We shouldn’t ignore the media’s role in all of this.
They hate Trump and while they don’t particularly love Clinton, they are used to her. Every utterance made by the New York billionaire will be used against him. Every statement he makes will be stretched to its most ridiculous point.
For example, the media made it seem like Trump had seriously requested that the Russians hack into Hillary’s server to find the missing 33,000 emails. But that’s not what Trump was saying at all. He was making a ill-considered joke that perhaps the Russians could find what the FBI couldn’t.

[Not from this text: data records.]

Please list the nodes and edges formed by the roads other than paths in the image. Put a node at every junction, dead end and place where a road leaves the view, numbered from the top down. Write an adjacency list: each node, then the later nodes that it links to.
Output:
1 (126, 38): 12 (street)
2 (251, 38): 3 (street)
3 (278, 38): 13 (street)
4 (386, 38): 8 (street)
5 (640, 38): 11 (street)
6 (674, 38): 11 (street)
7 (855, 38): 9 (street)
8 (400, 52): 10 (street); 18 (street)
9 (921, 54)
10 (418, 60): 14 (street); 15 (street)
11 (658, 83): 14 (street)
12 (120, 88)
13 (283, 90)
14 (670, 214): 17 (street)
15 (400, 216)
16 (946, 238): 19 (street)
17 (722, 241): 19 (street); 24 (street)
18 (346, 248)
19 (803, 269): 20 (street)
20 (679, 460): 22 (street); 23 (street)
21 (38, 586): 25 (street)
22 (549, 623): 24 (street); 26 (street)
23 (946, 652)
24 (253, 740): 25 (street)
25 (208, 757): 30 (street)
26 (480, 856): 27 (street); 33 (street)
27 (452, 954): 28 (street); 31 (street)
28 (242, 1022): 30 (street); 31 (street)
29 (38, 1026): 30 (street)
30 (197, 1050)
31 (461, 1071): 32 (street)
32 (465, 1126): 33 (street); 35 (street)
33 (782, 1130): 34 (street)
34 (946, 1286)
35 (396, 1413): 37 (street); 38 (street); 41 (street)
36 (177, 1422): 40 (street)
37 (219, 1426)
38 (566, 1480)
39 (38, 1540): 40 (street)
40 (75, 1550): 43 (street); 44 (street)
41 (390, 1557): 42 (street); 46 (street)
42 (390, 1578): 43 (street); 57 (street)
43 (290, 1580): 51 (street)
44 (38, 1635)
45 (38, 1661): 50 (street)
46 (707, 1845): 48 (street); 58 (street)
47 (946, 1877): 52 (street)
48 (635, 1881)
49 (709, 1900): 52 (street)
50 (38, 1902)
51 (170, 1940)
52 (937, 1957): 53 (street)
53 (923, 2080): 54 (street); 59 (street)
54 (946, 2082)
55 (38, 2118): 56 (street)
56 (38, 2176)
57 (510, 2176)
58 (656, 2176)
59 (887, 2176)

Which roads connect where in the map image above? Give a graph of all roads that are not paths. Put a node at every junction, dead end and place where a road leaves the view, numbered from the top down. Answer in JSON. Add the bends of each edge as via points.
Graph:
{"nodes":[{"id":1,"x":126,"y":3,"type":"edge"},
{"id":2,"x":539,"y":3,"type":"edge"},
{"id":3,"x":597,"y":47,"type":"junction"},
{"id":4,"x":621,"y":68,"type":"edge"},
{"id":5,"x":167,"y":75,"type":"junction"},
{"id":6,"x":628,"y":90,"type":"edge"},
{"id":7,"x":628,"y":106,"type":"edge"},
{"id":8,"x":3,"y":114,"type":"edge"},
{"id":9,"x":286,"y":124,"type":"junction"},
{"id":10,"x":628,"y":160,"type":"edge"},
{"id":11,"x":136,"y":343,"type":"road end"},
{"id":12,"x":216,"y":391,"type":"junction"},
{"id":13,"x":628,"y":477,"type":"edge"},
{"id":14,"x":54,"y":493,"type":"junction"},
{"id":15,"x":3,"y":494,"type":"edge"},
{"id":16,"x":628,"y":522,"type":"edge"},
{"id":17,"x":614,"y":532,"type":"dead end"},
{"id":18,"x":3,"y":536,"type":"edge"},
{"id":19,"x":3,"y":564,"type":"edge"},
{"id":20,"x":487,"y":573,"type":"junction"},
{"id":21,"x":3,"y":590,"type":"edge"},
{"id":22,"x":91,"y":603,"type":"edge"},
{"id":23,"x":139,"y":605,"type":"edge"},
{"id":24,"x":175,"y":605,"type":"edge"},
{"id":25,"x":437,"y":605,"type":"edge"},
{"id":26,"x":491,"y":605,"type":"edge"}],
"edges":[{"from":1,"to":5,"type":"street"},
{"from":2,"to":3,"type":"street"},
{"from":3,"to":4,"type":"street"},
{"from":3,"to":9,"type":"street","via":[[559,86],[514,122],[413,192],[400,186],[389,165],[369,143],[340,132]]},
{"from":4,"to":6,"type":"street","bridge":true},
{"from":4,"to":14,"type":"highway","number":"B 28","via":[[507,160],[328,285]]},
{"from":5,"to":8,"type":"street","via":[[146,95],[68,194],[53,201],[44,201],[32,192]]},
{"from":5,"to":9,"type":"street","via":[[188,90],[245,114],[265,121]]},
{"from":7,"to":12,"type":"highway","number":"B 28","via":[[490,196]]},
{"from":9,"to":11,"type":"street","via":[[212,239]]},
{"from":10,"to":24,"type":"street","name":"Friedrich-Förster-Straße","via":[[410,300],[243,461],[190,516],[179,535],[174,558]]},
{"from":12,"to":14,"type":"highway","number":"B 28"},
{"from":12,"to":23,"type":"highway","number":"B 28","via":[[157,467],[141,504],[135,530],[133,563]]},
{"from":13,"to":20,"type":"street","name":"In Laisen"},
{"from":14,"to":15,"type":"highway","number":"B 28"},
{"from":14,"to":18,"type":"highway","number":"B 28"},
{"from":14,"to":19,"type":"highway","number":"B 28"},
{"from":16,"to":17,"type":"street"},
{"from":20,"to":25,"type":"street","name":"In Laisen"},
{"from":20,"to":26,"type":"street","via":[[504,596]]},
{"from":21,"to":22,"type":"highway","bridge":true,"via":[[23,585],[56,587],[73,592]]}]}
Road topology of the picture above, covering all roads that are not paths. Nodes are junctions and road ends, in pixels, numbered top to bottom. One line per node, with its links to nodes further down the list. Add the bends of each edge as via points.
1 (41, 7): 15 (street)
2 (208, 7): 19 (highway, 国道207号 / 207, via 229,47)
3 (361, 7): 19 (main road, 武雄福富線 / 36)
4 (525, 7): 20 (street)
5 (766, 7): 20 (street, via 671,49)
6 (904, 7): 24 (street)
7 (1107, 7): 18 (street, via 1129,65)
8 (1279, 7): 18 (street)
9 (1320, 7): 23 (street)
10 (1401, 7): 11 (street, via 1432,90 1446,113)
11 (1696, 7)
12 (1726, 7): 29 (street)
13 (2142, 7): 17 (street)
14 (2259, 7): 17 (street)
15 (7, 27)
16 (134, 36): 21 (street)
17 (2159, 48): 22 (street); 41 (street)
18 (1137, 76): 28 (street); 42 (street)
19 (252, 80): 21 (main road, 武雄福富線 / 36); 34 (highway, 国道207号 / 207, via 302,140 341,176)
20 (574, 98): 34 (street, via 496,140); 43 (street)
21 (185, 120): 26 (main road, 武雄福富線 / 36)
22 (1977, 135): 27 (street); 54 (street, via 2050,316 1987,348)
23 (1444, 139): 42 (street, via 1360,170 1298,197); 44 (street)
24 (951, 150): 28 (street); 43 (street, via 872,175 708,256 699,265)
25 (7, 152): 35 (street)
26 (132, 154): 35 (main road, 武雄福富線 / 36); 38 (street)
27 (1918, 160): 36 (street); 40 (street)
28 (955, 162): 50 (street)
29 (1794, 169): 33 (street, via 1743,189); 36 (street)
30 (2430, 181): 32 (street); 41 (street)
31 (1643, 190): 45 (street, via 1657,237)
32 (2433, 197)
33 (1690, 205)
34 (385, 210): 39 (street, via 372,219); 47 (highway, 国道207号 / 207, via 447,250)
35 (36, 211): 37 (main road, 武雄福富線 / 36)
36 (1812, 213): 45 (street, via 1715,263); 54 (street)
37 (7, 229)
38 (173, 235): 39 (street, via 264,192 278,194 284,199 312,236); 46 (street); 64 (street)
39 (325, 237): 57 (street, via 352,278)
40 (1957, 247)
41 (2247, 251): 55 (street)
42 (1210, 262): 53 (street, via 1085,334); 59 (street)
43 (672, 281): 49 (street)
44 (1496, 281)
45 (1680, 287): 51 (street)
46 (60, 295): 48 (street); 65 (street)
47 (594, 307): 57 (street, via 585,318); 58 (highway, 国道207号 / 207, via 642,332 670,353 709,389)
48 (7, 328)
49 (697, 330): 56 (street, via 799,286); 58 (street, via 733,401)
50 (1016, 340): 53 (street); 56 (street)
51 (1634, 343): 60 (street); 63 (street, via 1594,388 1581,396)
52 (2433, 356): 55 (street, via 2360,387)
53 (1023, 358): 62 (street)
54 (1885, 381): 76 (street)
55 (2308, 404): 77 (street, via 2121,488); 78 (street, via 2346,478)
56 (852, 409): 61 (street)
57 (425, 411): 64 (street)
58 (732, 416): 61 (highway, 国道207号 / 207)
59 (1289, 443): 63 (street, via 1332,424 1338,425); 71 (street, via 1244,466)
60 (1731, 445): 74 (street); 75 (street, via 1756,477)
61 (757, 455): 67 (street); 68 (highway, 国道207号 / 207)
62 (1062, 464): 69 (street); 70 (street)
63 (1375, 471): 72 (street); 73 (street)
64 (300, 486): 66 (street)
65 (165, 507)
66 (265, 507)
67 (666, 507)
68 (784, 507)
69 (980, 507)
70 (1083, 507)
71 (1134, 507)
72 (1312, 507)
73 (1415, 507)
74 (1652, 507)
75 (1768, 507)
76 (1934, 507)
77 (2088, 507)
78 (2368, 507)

Trump wasn’t going to get a pass on that statement though, unlike Clinton, who willfully misstated what the FBI Director had said about her email follies, making it seem that her malfeasance was okay with Mr. Comey. It certainly was not ok, but the media isn’t going to put that in bold headlines in every newspaper around the country. They are too busy placing Mr. Trump under the bus to really notice.
Ultimately, it does come down to the candidates.
Mr. Trump is a rookie when it comes to political campaigns. He often has little feel for what would be a serious setback to his campaign and what is just another passing storm, raining a little dampness on his parade. Hillary is a seasoned veteran who knows how to avoid making bad stories worse and who knows how to use a friendly media universe to her maximum advantage.
Trump gets defensive and lashes out on Twitter. Hillary keeps her own counsel and relies on paid media for the bulk of her messaging.
It’s too early to tell if the Khan attack will be a game-changer, but one thing we do know. It was more than a glancing blow.